* **Problem**: Could you copy exactly the lines from the start of the records through the one containing "Turn the roads", both included, and leave out the pictures?

--- Extracted data Enclosed Below ---

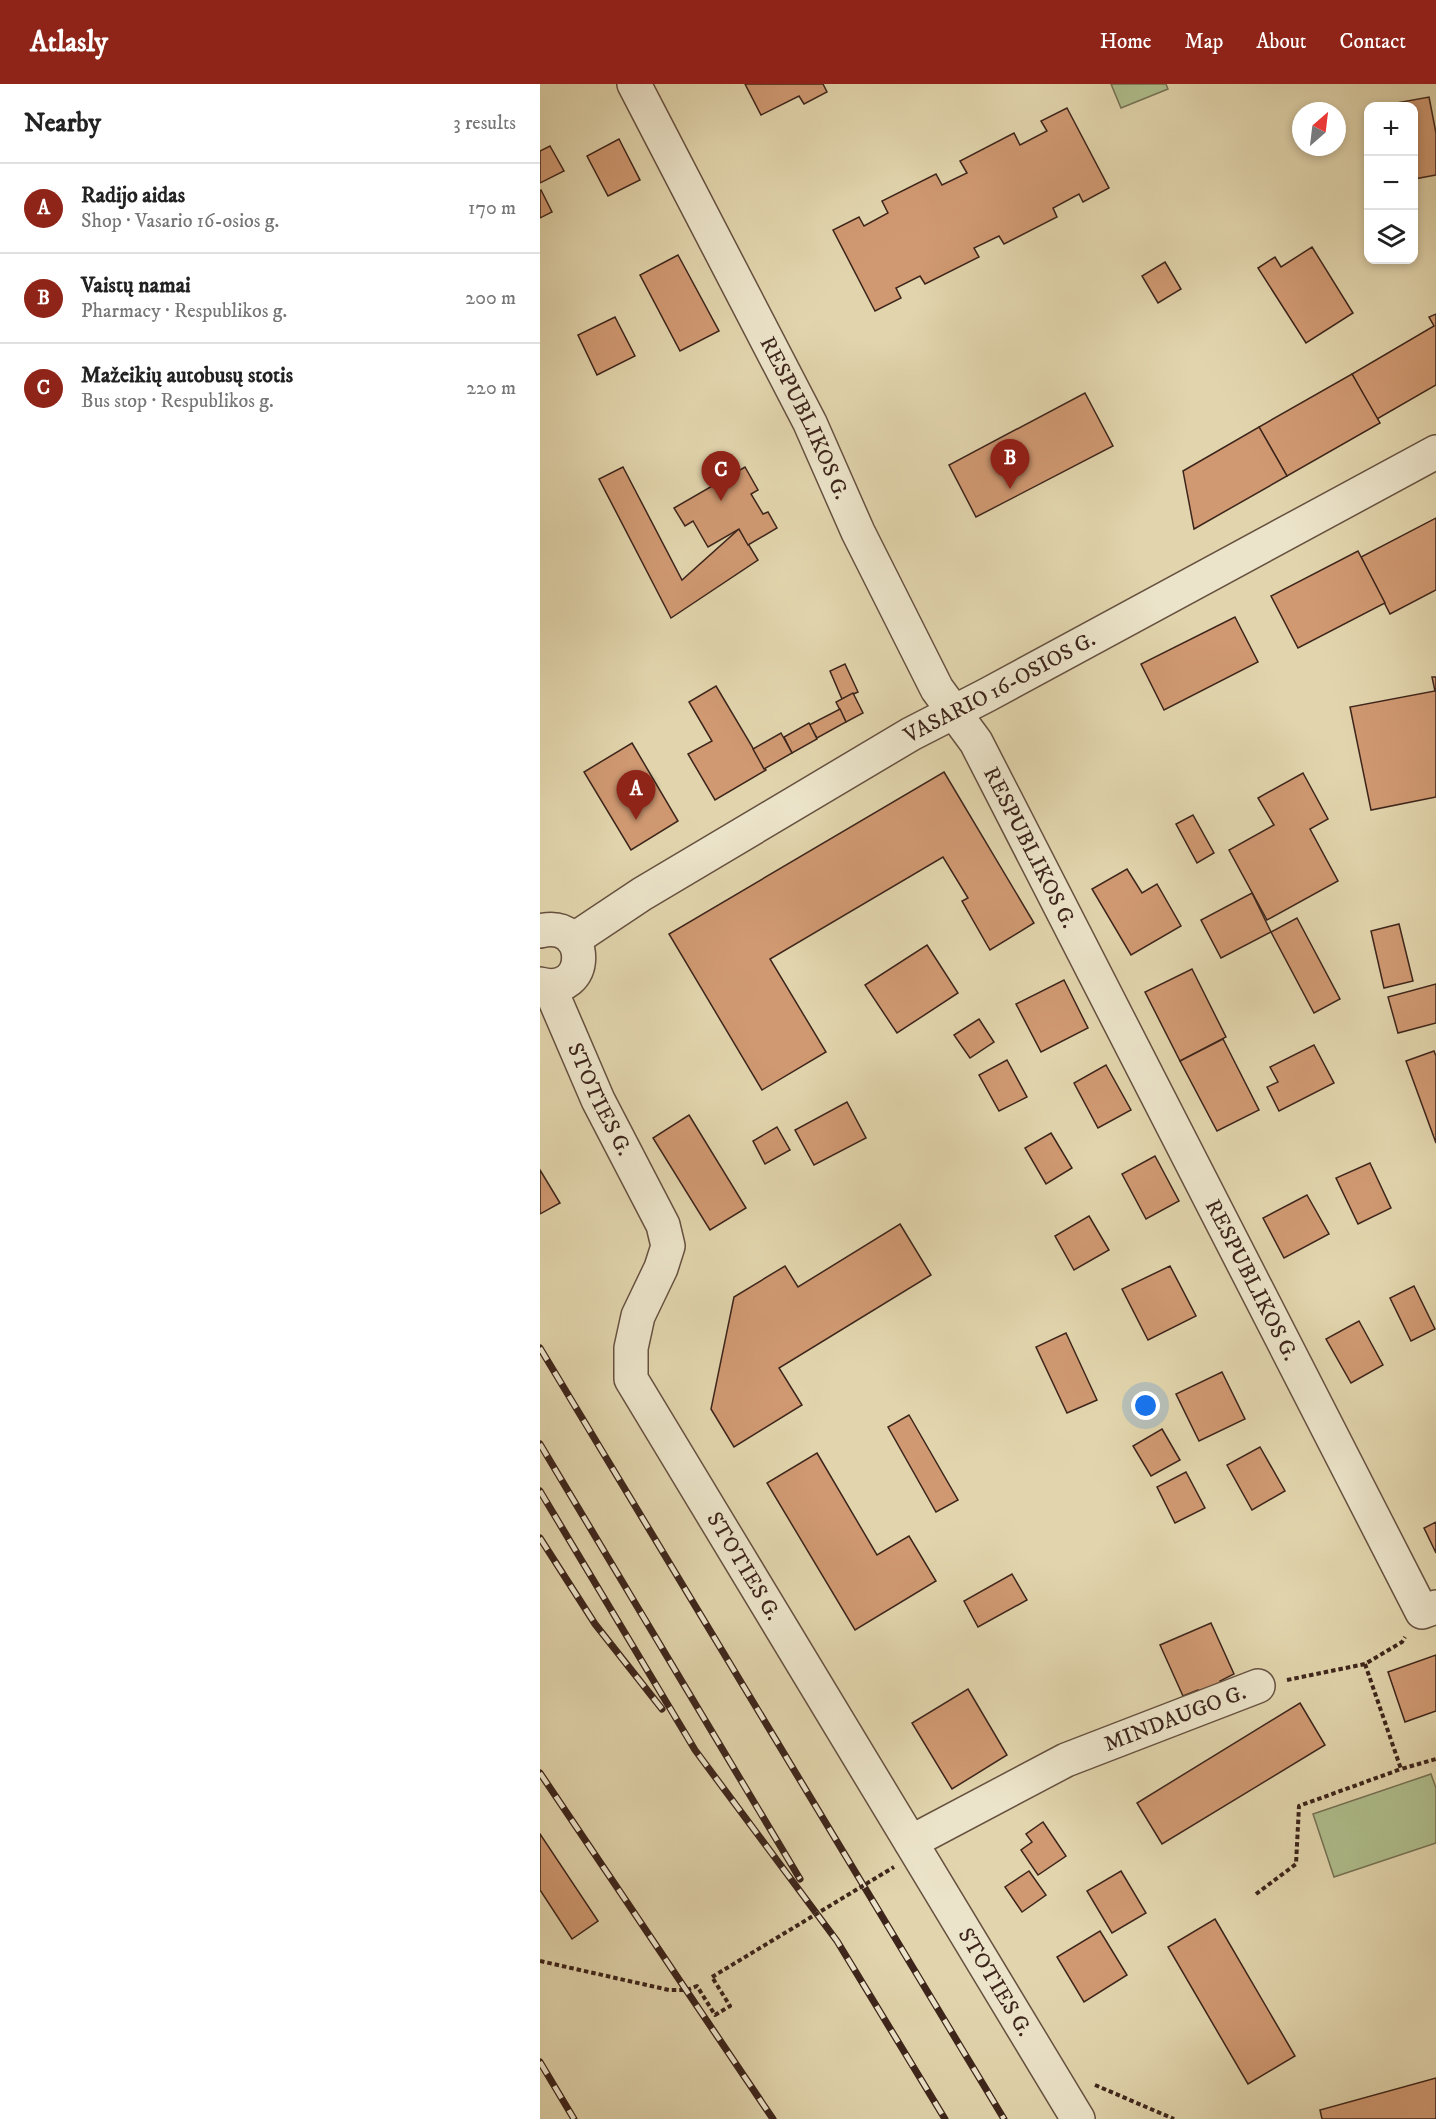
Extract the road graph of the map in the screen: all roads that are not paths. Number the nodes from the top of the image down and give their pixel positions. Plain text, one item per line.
1 (634, 84) edge
2 (1436, 452) edge
3 (954, 712) junction
4 (540, 932) edge
5 (573, 940) junction
6 (544, 985) edge
7 (1429, 1610) edge
8 (1258, 1686) road end
9 (902, 1854) junction
10 (1078, 2119) edge

1 - 3 street, RESPUBLIKOS G.
2 - 3 street, VASARIO 16-OSIOS G.
3 - 5 street, VASARIO 16-OSIOS G.
3 - 7 street, RESPUBLIKOS G.
4 - 5 street
5 - 6 street
6 - 9 street, STOTIES G.
8 - 9 street, MINDAUGO G.
9 - 10 street, STOTIES G.

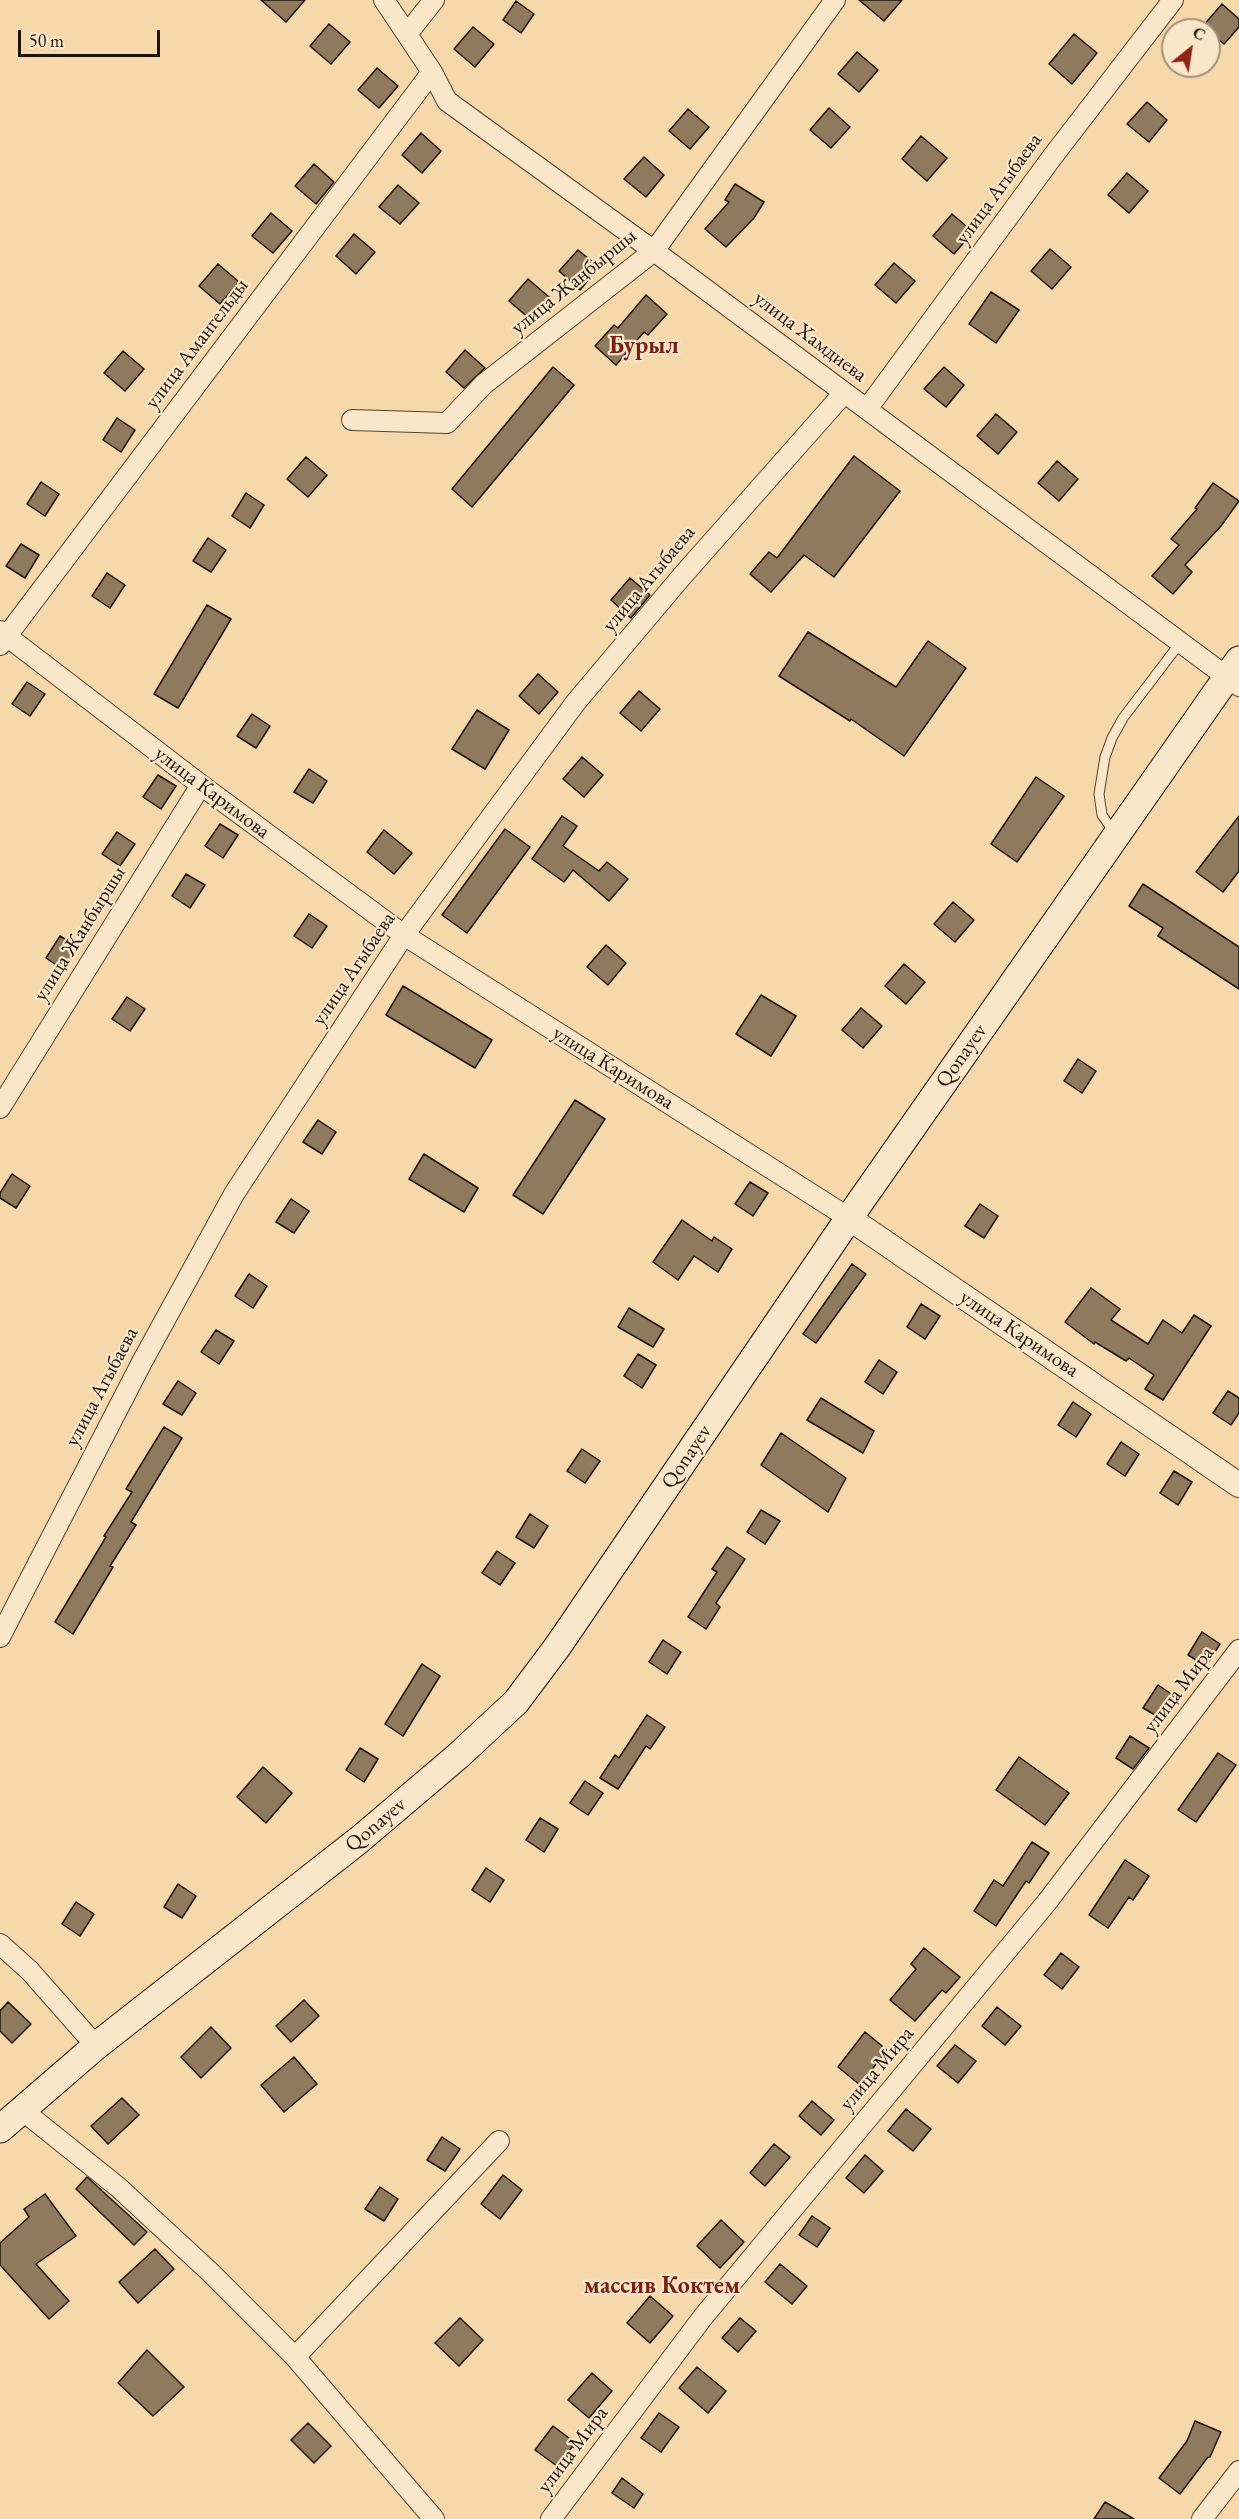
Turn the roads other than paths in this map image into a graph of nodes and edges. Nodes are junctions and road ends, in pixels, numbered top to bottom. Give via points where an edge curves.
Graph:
1 (384, 0) edge
2 (434, 0) edge
3 (835, 0) edge
4 (1173, 0) edge
5 (407, 34) junction
6 (432, 72) junction
7 (654, 251) junction
8 (844, 393) junction
9 (867, 410) junction
10 (352, 420) dead end
11 (2, 638) edge
12 (1180, 643) junction
13 (1235, 675) edge
14 (201, 785) junction
15 (1117, 835) junction
16 (404, 935) junction
17 (0, 1108) edge
18 (849, 1218) junction
19 (1239, 1485) edge
20 (0, 1637) edge
21 (1239, 1650) edge
22 (0, 1944) edge
23 (96, 2046) junction
24 (22, 2110) junction
25 (0, 2129) edge
26 (499, 2141) dead end
27 (296, 2357) junction
28 (1239, 2471) edge
29 (434, 2519) edge
30 (551, 2519) edge
31 (1202, 2519) edge

1 - 5 street, улица Хамдиева
2 - 5 street
3 - 7 street, улица Жаңбыршы
4 - 9 street, улица Агыбаева
5 - 6 street, улица Хамдиева
6 - 7 street, улица Хамдиева via 447,101
6 - 11 street, улица Амангельды
7 - 8 street, улица Хамдиева
7 - 10 street, улица Жаңбыршы via 484,384 447,423
8 - 9 street, улица Хамдиева
8 - 16 street, улица Агыбаева via 682,575 576,702
9 - 12 street, улица Хамдиева
11 - 14 street, улица Каримова
12 - 13 street, улица Хамдиева
12 - 15 lane via 1123,718 1105,757 1099,794 1102,815
13 - 15 main road, Qonayev
14 - 16 street, улица Каримова
14 - 17 street, улица Жанбыршы
15 - 18 main road, Qonayev
16 - 18 street, улица Каримова
16 - 20 street, улица Агыбаева via 234,1194 136,1372
18 - 19 street, улица Каримова
18 - 23 main road, Qonayev via 516,1702 359,1839
21 - 30 street, улица Мира via 1047,1902 703,2317
22 - 23 street via 30,1971
23 - 24 main road, Qonayev
24 - 25 main road, Qonayev
24 - 27 street via 118,2187
26 - 27 street
27 - 29 street
28 - 31 street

--- End of Enclosed Extracted data ---

* **Result for this task**:
Extract the road graph of the map in the screen: all roads that are not paths. Number the nodes from the top of the image down and give their pixel positions. Plain text, one item per line.
1 (634, 84) edge
2 (1436, 452) edge
3 (954, 712) junction
4 (540, 932) edge
5 (573, 940) junction
6 (544, 985) edge
7 (1429, 1610) edge
8 (1258, 1686) road end
9 (902, 1854) junction
10 (1078, 2119) edge

1 - 3 street, RESPUBLIKOS G.
2 - 3 street, VASARIO 16-OSIOS G.
3 - 5 street, VASARIO 16-OSIOS G.
3 - 7 street, RESPUBLIKOS G.
4 - 5 street
5 - 6 street
6 - 9 street, STOTIES G.
8 - 9 street, MINDAUGO G.
9 - 10 street, STOTIES G.

Turn the roads other than paths in this map image into a graph of nodes and edges. Nodes are junctions and road ends, in pixels, numbered top to bottom. Give via points where an edge curves.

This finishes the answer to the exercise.